Bill Knott wrote “Minor Poem” over forty years ago. The poem reads, in its entirety:
The only response
to a child’s grave is
to lie down before it and play dead
This poem turns. It denies that poetry is a possible response to death, yet—here this poem is. A response. When I was fourteen, Knott told me to turn towards death in an effort to engage?/to perform for?/to honor? the audience in the grave. But that audience was an impossible audience, a dead child, so the poem turned back to me. The poem spun me around, endlessly resisting its own straightforward imagery. The poem was futility—it made a gesture by describing the gesture a person ought to make instead of writing a poem.
It made my head hurt.

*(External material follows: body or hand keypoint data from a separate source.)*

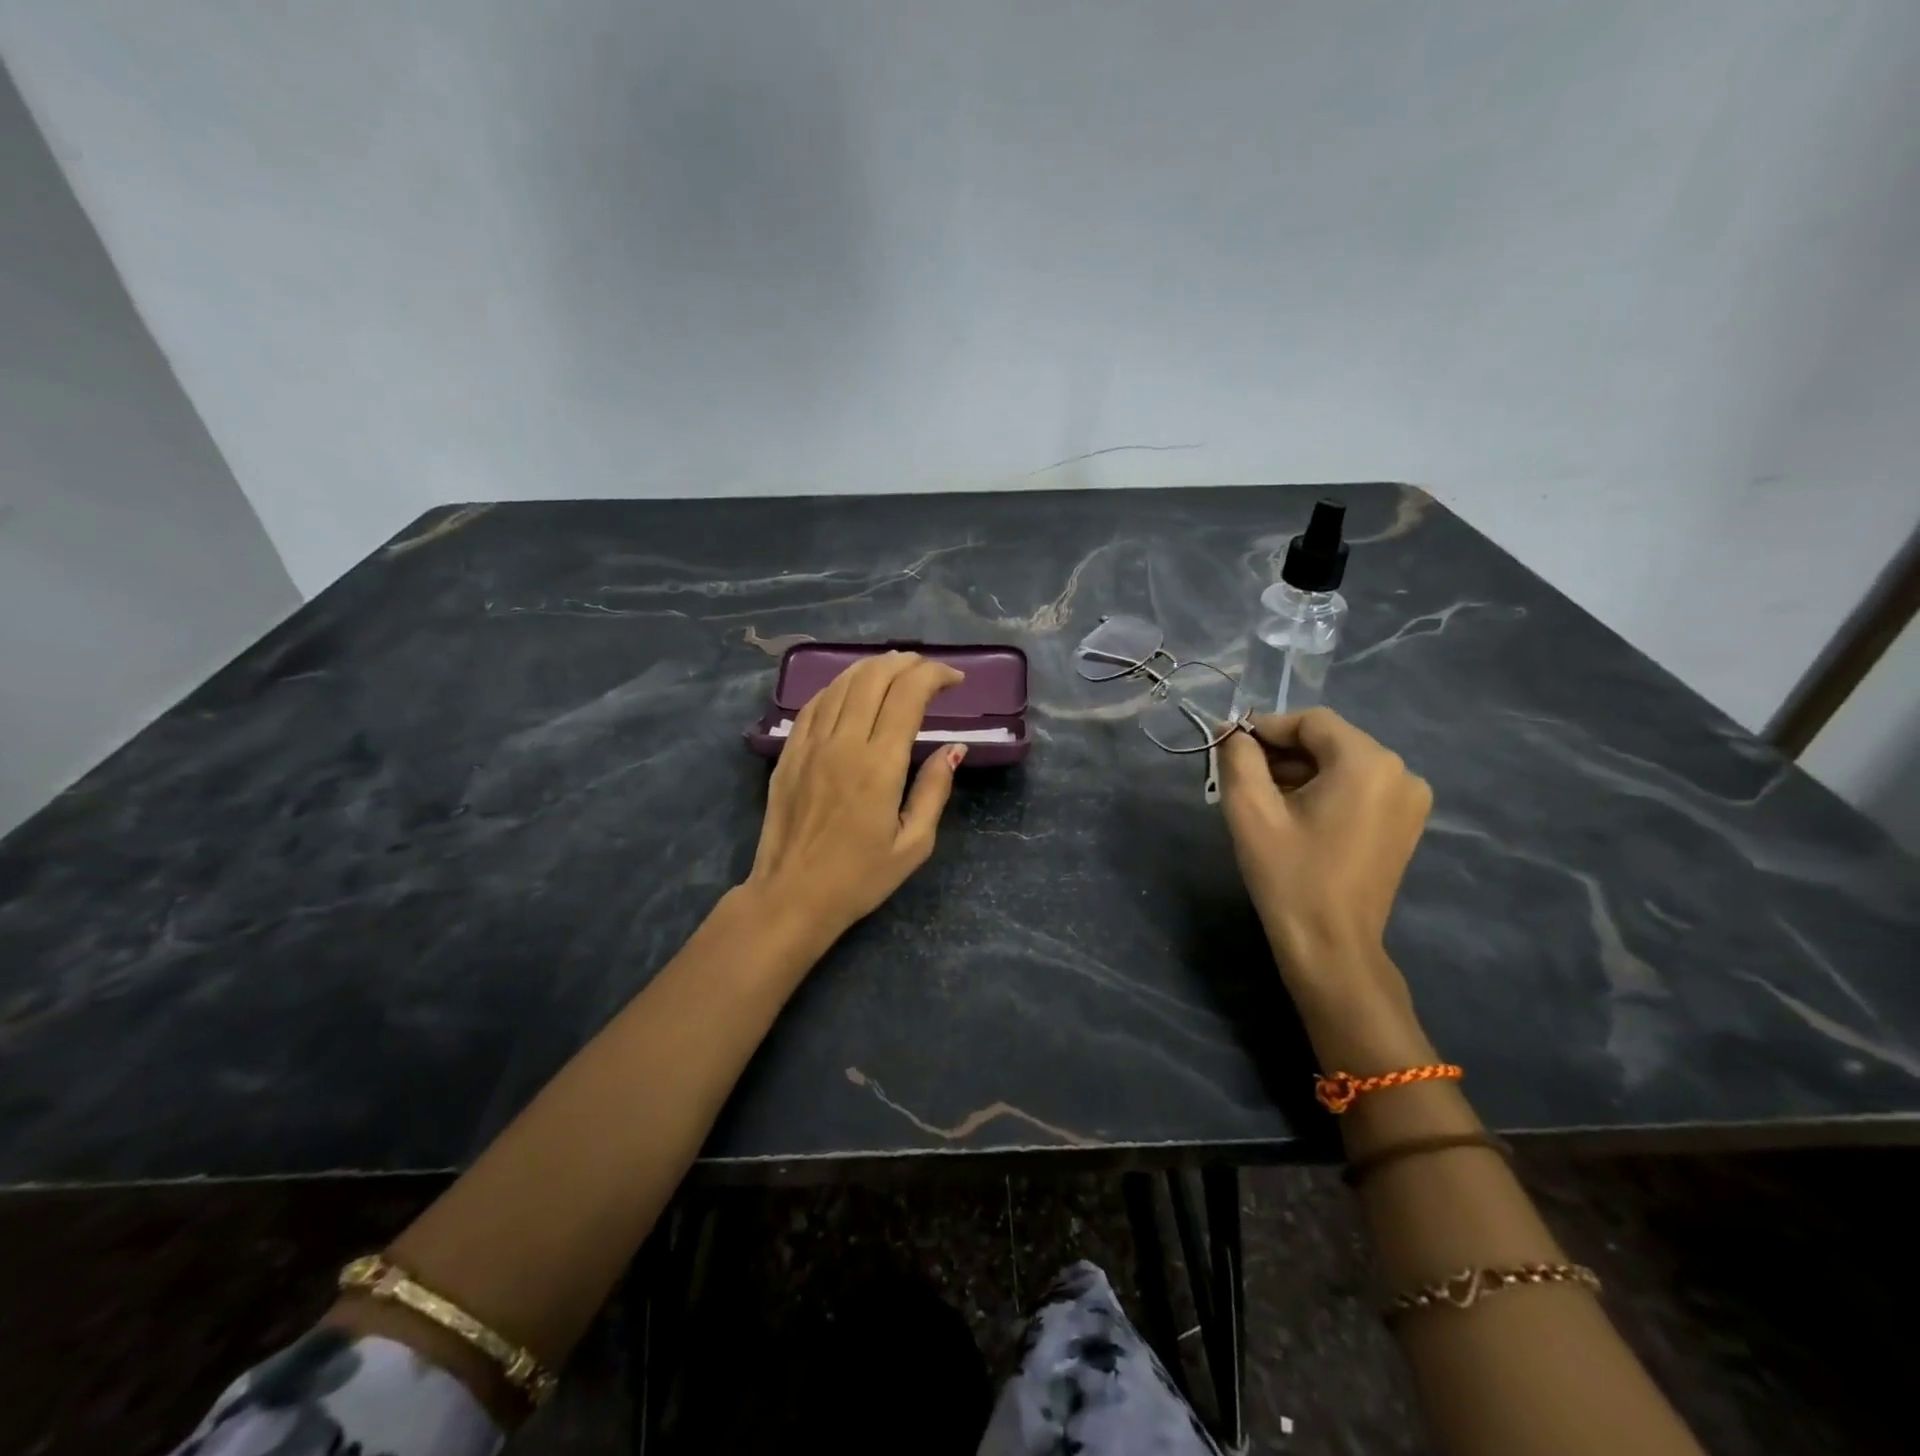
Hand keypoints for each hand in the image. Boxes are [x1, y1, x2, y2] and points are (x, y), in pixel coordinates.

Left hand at [744, 652, 967, 942]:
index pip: (908, 695)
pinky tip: (852, 689)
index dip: (934, 676)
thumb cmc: (859, 878)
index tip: (954, 681)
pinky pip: (815, 703)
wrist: (791, 896)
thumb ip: (934, 790)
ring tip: (896, 670)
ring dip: (873, 667)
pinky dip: (840, 686)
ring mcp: (810, 744)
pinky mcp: (789, 753)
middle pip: (874, 677)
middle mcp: (843, 743)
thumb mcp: (913, 844)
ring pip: (842, 683)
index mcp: (879, 765)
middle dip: (907, 663)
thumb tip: (954, 749)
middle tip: (928, 670)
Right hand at [1219, 708, 1432, 1041]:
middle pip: (1329, 741)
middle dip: (1282, 752)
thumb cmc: (1289, 875)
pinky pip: (1358, 787)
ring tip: (1263, 798)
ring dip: (1301, 772)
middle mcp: (1400, 772)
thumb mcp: (1250, 810)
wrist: (1331, 945)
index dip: (1267, 728)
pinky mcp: (1406, 823)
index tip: (1231, 747)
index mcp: (1368, 763)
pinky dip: (1324, 790)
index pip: (1311, 722)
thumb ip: (1239, 757)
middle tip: (1241, 775)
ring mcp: (1410, 799)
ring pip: (1343, 764)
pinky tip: (1295, 814)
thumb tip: (1233, 731)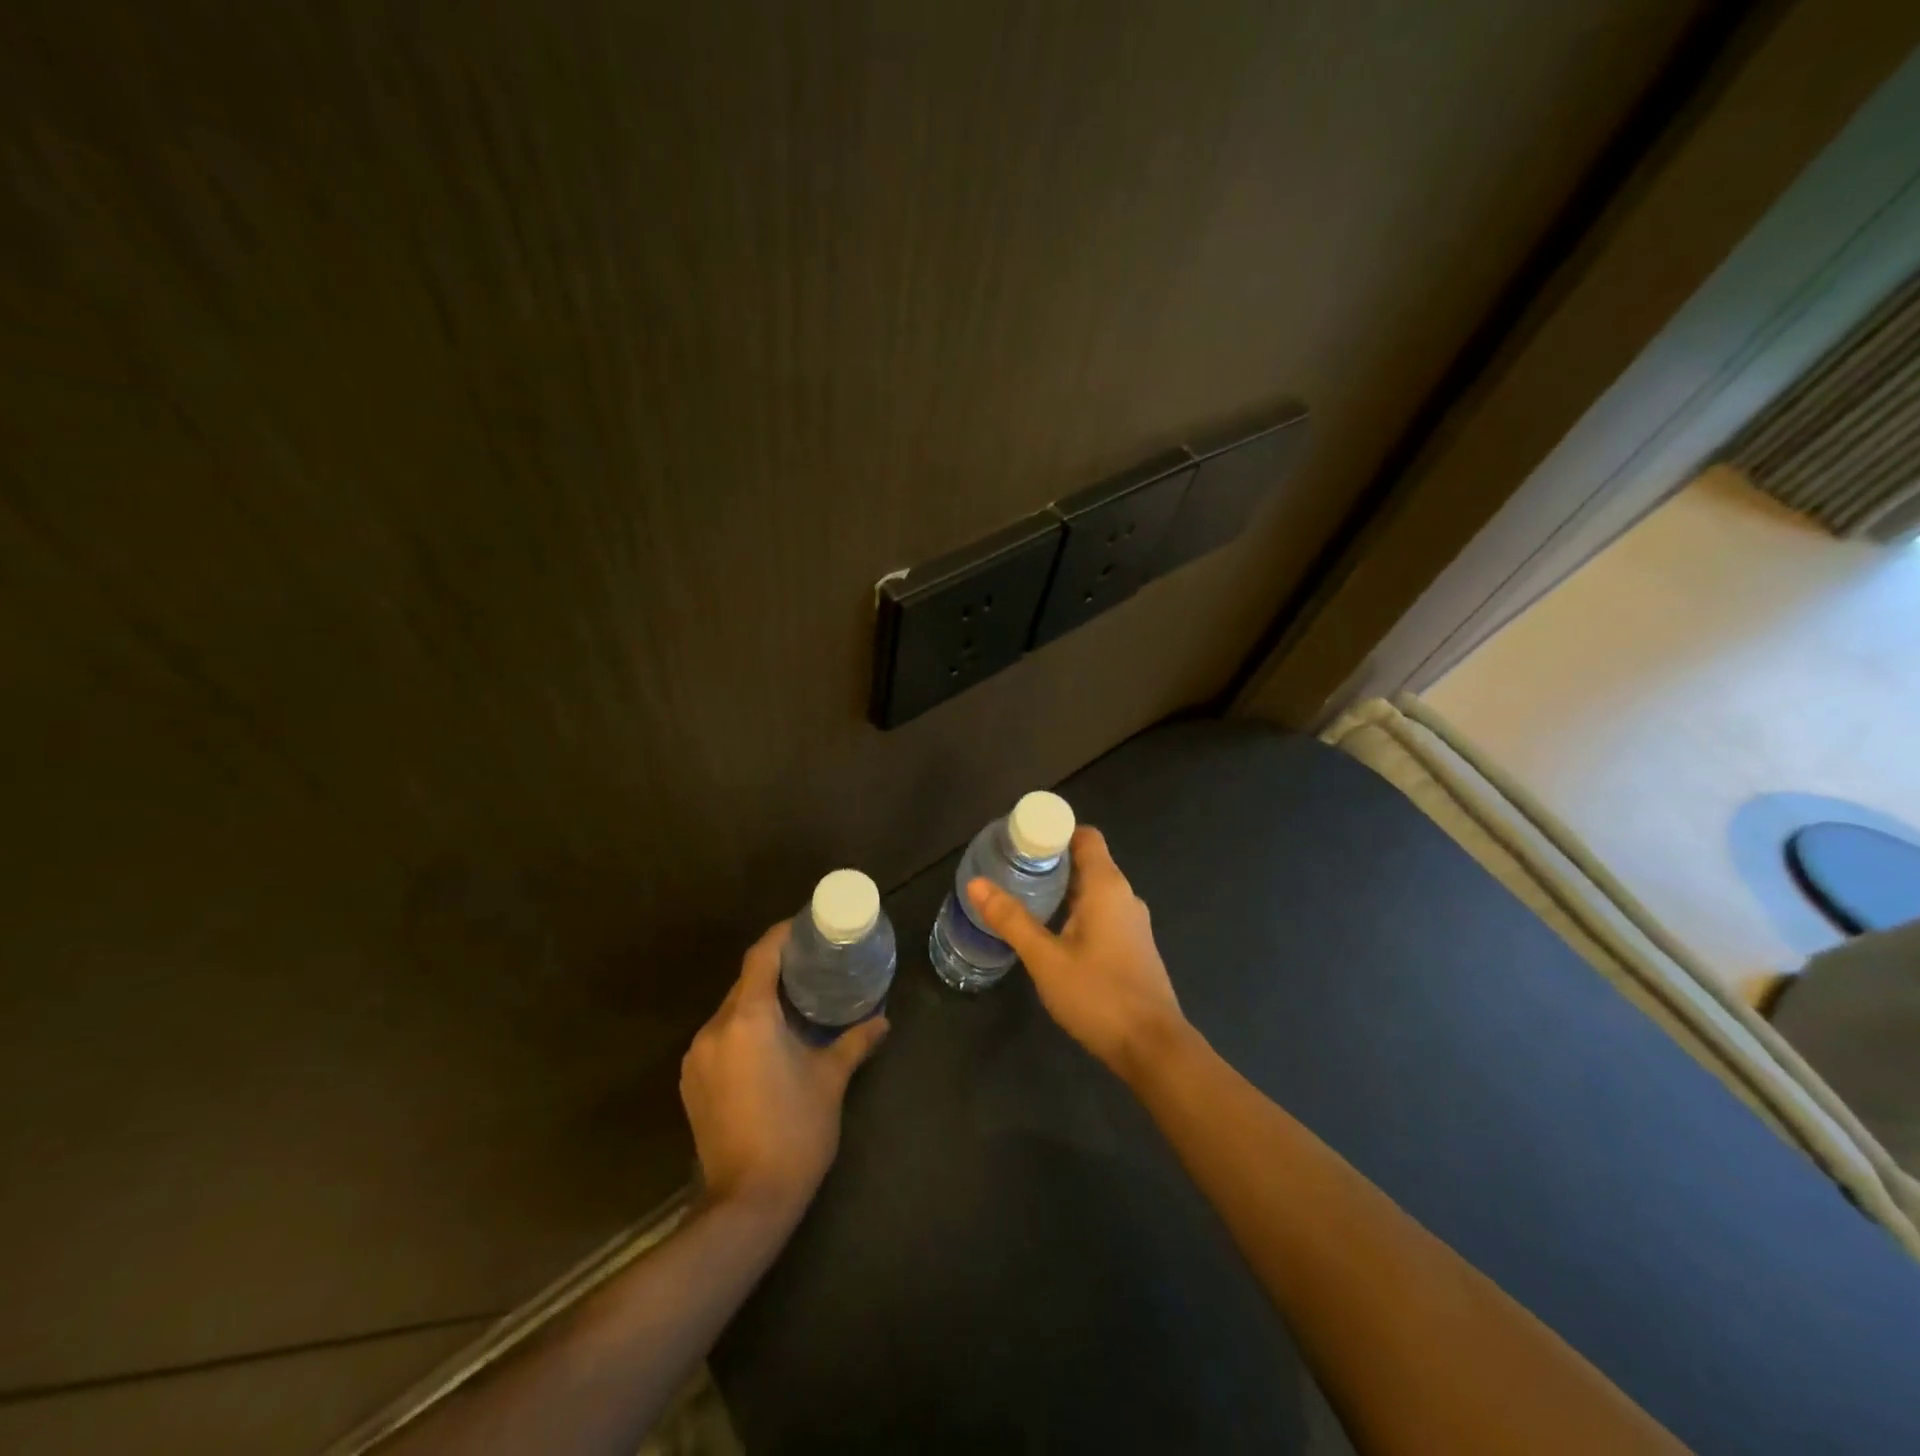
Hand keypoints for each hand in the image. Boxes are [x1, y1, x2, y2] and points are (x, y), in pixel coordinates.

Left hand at [680, 921, 888, 1219]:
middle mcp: (715, 1029)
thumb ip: (855, 1042)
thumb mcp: (830, 1081)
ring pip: (730, 1010)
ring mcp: (697, 1057)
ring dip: (758, 1001)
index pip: (761, 956)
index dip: (782, 935)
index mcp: (749, 1018)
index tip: (806, 926)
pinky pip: (719, 1037)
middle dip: (775, 969)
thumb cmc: (795, 1132)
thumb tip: (883, 1020)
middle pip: (745, 982)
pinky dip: (742, 1028)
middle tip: (811, 965)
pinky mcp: (691, 1082)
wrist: (746, 1203)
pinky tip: (767, 1044)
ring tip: (793, 1003)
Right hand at [966, 825, 1185, 1080]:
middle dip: (1051, 861)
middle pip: (1087, 862)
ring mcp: (1132, 923)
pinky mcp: (1133, 947)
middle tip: (1011, 868)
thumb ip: (1011, 920)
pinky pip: (1101, 912)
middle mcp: (1124, 896)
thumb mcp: (1046, 958)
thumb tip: (976, 884)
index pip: (1085, 837)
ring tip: (1024, 896)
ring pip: (1093, 890)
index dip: (1055, 831)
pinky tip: (1051, 931)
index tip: (1021, 839)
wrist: (1153, 1048)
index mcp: (1107, 886)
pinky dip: (1075, 910)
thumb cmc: (1099, 995)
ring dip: (1062, 888)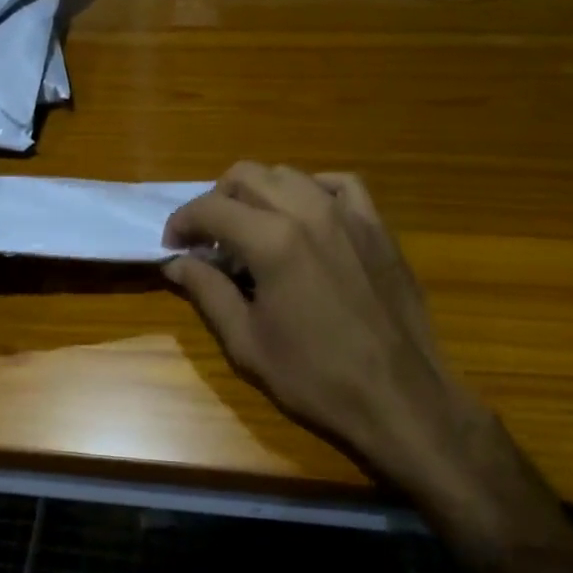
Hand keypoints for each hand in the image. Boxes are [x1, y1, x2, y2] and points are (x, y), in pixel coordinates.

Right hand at [163, 162, 488, 488]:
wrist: (400, 398)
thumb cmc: (315, 377)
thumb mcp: (246, 341)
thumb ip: (207, 291)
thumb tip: (175, 262)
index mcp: (271, 240)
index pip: (210, 208)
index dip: (181, 222)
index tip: (172, 245)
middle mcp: (308, 211)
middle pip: (246, 176)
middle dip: (216, 201)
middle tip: (209, 239)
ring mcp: (348, 214)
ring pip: (289, 174)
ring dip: (258, 192)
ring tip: (251, 227)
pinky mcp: (377, 225)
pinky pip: (339, 184)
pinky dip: (311, 189)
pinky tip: (304, 215)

The poem seemed to act, to do something, to move as I read it. Sometimes the child was an anonymous child—sometimes my future child in tragic scenarios my insomnia liked to play over-and-over for me. Sometimes the child stood in for my own childhood. My teenaged attempts (black-eyelinered, white-lipsticked) to cling to innocence by imitating the dead seemed both absurd and wholly justified by my amorphous grief. And by Knott’s poem.
A darkly-humorous poem about unthinkable death: I claimed it. I wrote in on a slip of paper and carried it around like a fortune.
Recently, I received a handmade book of Bill Knott’s, filled with syllabic verse. Near the end, I found this poem:
KNOT (Hendecasyllabics)
After you’ve sewn it, bite the thread off my grave—
Please leave no loose seam of me to wave above
The bones unknitting, the flesh unweaving love.
It is more formal than the other, earlier one. There is a please. The focus is more clearly on he-who-is-about-to-die rather than on the post-death responder. Still, the physical closeness of the dead and the living is here, and a recommended action at the gravesite. Despite all the formality—there is also play.
Only this time it’s not all-carousel-spinny, placing me both on and in the tiny plot; this time Knott’s circle is a wave. Grief comes in those.
The sound progresses. The words are a tide coming in: you’ve, off, grave, leave, of, wave above, flesh unweaving love. The vowels change as the buzzing f/v endings get closer together. So the poem un-acts the corpse’s dissolution. The words grow tighter-and-tighter as the body disintegrates. In the first and second line, ten words comprise eleven syllables. In the last line, a mere seven words do that work. For luck? Why else do we count? Meter is a poet’s superstition.
And it rhymes. Grave then above then love. This is very-nearly a Sondheim rhyme, a pop-song scheme, but then—no. It is a pre-emptive farewell. The title is the poet’s name minus the cross of one t, and “unknitting” in the last line puns. Plays.
As far as grief instructions go—this poem recommends rhythm, ritual, and physical communion with the dead. I wish there were a comma before the last word in the poem. I wish “love” were an endearment rather than something, like the body, that ends. But—no. Knott does not give me that relief. Any closure here happens between the lips of whoever is stitching in the dirt.
Is she a poet? Are there words between her lips? I don’t know. Who knows. What I like most about this poem is that it demands my teeth.